On August 12, wheat prices stepped lower amid the resumption of the Black Sea grain corridor. Chicago futures tied to the commodity plummeted 1.07% or 8.75 points to $801.25 per metric ton.

Accordingly, a cargo ship loaded with Ukrainian wheat left the port of Odessa, heading for the Lebanese facility of Tripoli.

In line with this, the reopening of the channel will to some extent ease global food supply tensions. The Black Sea port could now allow the flow of more than 20.00 million metric tons of grain to the international market.

The United Nations and Turkey arranged an agreement in July to resume the shipment of the essential commodities. Previously, the shipment lanes closed for more than five months since the Russia-Ukraine war broke out.
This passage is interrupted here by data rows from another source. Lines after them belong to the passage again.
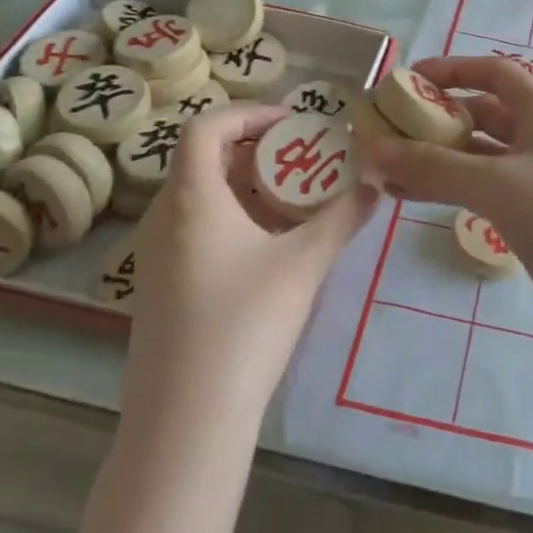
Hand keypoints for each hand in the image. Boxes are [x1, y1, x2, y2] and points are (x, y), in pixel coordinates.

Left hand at [124, 104, 376, 411]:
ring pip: (200, 197)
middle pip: (204, 159)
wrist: (186, 418)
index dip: (250, 113)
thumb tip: (375, 186)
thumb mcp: (305, 264)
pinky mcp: (160, 288)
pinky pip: (195, 230)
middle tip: (303, 160)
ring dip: (246, 187)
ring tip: (294, 202)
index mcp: (191, 198)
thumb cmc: (245, 324)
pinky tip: (268, 249)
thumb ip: (343, 218)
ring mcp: (156, 256)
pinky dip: (232, 219)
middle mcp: (164, 217)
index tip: (294, 124)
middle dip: (257, 151)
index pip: (206, 126)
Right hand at [360, 57, 532, 343]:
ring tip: (386, 166)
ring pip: (476, 155)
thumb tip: (373, 147)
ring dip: (435, 157)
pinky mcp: (527, 212)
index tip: (410, 80)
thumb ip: (434, 165)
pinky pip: (479, 188)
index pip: (495, 73)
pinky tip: (408, 196)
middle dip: (436, 118)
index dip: (454, 69)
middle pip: (481, 114)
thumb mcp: (496, 183)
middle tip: (388, 128)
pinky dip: (446, 186)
The conflicted countries account for more than 30.00% of global grain exports.

Correspondingly, analysts expected more cargo vehicles carrying wheat to follow in the coming days. They expected the initial ships to arrive today to load 23,000 metric tons of the staple for Ethiopia.

Nevertheless, lingering factors continue to affect the stability of the global food industry and supply chains. Thus, any emergency could again trigger massive reductions in commodity stocks, benefitting wheat prices.

Wheat and other grains down

Like wheat, corn futures skidded 0.12% or 0.88 points to $628.12 per metric ton. Similarly, soybean contracts slumped 0.41% or 5.88 points to $1,442.12 per metric ton.

Nevertheless, the grain market remained firmed, bolstered by concerns about hot and dry weather stressing the US Midwest crops.

Subsequently, heat in the western regions of the farm belt could continue stressing the grains. This dry and hot weather triggers investor uncertainty about yield risks.

Wheat traders now look ahead to the monthly report of the US Department of Agriculture later this day. Additionally, they will focus on the World Agricultural Supply and Demand Estimates report.